▶ Assigned task: Could you set down exactly the lines of the data below, starting at the one that holds "thumb mcp: (433, 387)" and ending at the one that holds "thumb cmc: (117, 117)", both included, and only those?

[Keypoint coordinate data]

——————

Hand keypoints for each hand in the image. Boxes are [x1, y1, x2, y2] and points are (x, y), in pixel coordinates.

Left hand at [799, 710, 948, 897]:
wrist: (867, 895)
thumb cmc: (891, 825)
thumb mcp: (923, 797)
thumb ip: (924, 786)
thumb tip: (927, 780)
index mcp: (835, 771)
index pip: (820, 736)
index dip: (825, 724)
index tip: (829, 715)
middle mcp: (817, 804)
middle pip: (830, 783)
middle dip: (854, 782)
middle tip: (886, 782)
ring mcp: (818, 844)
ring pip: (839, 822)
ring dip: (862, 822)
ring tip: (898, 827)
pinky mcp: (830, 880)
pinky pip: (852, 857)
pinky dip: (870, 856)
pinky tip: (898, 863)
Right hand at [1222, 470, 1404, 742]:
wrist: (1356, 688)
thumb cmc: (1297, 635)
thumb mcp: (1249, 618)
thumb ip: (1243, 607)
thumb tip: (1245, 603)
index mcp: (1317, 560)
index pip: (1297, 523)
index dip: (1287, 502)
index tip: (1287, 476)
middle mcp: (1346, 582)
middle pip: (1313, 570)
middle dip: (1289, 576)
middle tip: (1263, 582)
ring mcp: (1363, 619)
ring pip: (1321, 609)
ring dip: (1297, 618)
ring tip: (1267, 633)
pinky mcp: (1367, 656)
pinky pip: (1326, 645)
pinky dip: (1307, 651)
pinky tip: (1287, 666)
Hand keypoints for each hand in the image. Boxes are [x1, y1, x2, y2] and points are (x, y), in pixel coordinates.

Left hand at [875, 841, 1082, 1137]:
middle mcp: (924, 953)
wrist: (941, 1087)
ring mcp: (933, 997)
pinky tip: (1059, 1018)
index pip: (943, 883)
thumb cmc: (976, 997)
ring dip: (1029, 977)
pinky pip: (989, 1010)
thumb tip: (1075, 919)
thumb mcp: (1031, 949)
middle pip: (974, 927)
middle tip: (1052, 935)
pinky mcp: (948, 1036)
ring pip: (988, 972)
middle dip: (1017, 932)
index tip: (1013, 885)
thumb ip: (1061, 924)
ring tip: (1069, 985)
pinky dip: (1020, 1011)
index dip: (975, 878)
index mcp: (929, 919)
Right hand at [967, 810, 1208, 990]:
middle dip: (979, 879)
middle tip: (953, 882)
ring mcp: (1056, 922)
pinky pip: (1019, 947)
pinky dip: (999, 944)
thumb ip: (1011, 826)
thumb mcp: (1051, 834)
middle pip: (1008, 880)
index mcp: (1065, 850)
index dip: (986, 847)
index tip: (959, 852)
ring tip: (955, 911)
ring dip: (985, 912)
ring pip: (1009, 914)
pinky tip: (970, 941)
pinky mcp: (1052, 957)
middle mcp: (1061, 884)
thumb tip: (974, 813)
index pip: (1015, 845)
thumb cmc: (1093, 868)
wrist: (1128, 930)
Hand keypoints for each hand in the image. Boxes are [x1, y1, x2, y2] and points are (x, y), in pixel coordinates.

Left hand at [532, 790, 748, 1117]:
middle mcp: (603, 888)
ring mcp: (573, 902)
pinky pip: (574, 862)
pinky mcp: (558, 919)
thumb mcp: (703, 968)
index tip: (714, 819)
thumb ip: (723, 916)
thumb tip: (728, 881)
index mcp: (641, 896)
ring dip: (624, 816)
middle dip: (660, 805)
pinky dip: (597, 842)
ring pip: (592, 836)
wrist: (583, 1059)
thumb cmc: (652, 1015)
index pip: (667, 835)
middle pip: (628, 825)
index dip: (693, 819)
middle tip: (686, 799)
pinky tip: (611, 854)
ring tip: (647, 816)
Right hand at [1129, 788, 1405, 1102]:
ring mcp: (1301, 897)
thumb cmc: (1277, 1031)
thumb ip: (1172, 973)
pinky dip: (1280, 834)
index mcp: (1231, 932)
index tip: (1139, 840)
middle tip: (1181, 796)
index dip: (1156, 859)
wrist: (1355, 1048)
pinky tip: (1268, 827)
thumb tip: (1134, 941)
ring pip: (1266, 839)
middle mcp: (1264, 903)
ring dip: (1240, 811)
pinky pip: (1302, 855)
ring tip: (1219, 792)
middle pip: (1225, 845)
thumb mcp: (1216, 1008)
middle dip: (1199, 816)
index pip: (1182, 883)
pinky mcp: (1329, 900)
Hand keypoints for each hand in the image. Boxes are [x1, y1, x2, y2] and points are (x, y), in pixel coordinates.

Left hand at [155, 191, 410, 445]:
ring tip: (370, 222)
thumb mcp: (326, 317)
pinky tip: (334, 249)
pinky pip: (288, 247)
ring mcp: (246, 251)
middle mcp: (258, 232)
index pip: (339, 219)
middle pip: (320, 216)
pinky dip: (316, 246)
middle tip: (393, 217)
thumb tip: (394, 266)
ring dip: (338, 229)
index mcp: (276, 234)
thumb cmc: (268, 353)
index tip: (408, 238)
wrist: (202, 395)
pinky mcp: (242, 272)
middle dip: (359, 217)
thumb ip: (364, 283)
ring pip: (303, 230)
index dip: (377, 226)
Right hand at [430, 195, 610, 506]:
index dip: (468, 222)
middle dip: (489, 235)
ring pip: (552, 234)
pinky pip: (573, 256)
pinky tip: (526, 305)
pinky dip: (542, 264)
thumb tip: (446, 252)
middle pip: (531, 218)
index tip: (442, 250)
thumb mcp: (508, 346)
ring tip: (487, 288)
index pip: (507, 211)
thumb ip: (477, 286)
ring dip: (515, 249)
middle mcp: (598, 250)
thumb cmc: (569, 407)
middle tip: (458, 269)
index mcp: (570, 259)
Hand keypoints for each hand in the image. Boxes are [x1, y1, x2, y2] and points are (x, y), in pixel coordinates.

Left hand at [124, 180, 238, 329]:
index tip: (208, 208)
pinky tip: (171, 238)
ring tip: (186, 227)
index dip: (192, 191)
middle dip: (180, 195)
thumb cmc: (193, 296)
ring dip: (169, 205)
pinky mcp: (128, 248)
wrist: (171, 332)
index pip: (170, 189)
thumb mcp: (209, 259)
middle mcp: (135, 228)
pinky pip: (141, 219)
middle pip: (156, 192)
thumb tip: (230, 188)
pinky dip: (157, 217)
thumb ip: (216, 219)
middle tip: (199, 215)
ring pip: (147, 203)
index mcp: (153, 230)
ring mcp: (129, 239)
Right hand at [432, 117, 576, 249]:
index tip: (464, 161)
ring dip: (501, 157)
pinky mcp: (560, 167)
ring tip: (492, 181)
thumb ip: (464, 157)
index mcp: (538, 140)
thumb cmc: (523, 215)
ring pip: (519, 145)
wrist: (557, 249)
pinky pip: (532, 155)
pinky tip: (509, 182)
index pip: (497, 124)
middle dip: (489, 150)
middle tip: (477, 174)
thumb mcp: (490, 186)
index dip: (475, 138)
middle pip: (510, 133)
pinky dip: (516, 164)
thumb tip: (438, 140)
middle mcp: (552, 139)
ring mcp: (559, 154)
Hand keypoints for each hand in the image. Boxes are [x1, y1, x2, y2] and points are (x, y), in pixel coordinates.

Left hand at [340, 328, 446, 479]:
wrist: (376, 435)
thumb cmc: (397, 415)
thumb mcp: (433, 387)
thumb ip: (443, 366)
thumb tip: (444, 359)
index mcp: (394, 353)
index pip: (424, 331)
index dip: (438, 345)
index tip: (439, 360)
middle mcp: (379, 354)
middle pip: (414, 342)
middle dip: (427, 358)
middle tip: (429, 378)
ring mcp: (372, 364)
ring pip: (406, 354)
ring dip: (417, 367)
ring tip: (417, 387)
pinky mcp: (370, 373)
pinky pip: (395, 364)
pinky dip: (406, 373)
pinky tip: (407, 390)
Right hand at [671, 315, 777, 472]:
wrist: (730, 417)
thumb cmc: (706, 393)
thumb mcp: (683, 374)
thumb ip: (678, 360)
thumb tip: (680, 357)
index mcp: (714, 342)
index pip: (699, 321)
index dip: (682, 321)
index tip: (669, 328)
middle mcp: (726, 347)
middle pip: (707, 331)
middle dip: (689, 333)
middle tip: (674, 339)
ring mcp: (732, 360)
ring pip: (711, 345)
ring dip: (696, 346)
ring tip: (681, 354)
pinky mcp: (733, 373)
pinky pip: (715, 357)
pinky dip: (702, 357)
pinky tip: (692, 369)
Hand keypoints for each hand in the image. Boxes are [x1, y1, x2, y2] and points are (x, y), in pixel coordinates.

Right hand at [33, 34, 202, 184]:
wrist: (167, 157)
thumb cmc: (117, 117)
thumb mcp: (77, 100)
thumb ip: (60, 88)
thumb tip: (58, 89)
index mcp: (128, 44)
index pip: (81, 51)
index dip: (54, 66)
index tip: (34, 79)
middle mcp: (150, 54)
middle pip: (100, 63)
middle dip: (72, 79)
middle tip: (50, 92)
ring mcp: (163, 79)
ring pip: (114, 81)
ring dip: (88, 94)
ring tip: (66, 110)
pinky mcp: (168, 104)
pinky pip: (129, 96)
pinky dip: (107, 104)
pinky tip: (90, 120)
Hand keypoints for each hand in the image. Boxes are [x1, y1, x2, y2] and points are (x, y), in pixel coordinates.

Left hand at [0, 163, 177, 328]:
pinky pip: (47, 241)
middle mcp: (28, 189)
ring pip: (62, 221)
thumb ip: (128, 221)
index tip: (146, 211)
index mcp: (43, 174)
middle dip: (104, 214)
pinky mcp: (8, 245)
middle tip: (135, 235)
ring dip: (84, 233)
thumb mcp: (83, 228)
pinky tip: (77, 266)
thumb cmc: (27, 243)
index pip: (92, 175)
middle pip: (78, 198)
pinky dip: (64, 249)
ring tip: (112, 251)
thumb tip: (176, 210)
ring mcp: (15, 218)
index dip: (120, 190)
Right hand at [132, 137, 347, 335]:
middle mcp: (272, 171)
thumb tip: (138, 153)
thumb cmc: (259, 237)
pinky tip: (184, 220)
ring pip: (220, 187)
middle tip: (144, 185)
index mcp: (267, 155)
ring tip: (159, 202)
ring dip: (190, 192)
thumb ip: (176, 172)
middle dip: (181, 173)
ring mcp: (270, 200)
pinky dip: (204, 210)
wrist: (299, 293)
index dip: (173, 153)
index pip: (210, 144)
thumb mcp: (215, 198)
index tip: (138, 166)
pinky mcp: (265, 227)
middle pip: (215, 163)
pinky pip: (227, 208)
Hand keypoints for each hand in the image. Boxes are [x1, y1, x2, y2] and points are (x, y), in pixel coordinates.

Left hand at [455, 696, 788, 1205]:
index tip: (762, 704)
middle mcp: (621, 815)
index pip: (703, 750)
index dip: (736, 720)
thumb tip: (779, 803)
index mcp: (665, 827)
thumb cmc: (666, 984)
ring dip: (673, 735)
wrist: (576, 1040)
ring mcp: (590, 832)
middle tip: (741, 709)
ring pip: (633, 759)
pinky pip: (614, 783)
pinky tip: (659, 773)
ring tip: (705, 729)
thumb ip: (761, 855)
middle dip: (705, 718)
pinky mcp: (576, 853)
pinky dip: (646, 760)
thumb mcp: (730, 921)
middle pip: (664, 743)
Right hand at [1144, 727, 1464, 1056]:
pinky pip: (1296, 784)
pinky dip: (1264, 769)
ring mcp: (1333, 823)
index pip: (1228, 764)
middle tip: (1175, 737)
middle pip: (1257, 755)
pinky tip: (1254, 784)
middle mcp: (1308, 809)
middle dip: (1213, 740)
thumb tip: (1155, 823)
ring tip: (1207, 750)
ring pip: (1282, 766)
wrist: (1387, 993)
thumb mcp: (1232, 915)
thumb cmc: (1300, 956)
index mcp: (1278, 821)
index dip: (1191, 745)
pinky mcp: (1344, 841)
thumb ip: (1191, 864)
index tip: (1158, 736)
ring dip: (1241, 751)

——————

▶ Task output:
thumb mcp: (433, 387)
thumb ip: (443, 366)
thumb tip: (444, 359)
index mcp: (394, 353)
index pip: (424, 331)
index dip: (438, 345)
index tip: (439, 360)
middle mcp: (379, 354)
middle pip: (414, 342)
middle dip: (427, 358)
middle tip: (429, 378)
ring mcp: (372, 364)
ring pip: (406, 354)
ring dip: (417, 367)
ring tip: (417, 387)
pinky mcp: (370, 373)
pinky pip: (395, 364)
pinky dip: (406, 373)
pinky tip: (407, 390)
Right hand at [671, 315, 777, 472]:
wrist: (730, 417)
thumb cmc: (706, 393)
thumb mcp: (683, 374)
thumb ip: (678, 360)
thumb tip: (680, 357)
index mcp: (714, 342)
index pip: (699, 321)
index dip: (682, 321)
index tip: (669, 328)
middle mcp: (726, 347)
middle pip: (707, 331)
middle dip: (689, 333)
middle tip: (674, 339)
ring mcp: (732, 360)
ring pip: (711, 345)
ring dip: (696, 346)
ring tip: (681, 354)
pinky mcp: (733, 373)
pinky pip: (715, 357)
pinky dip: (702, 357)
pinky tip: (692, 369)
Hand keypoints for each hand in the image. Boxes are [x1, y1, x2, y2] and points are (x, y), in pixel coordinates.

Right hand at [33, 34, 202, 184]:
wrist: (167, 157)
thumb cmc: (117, 117)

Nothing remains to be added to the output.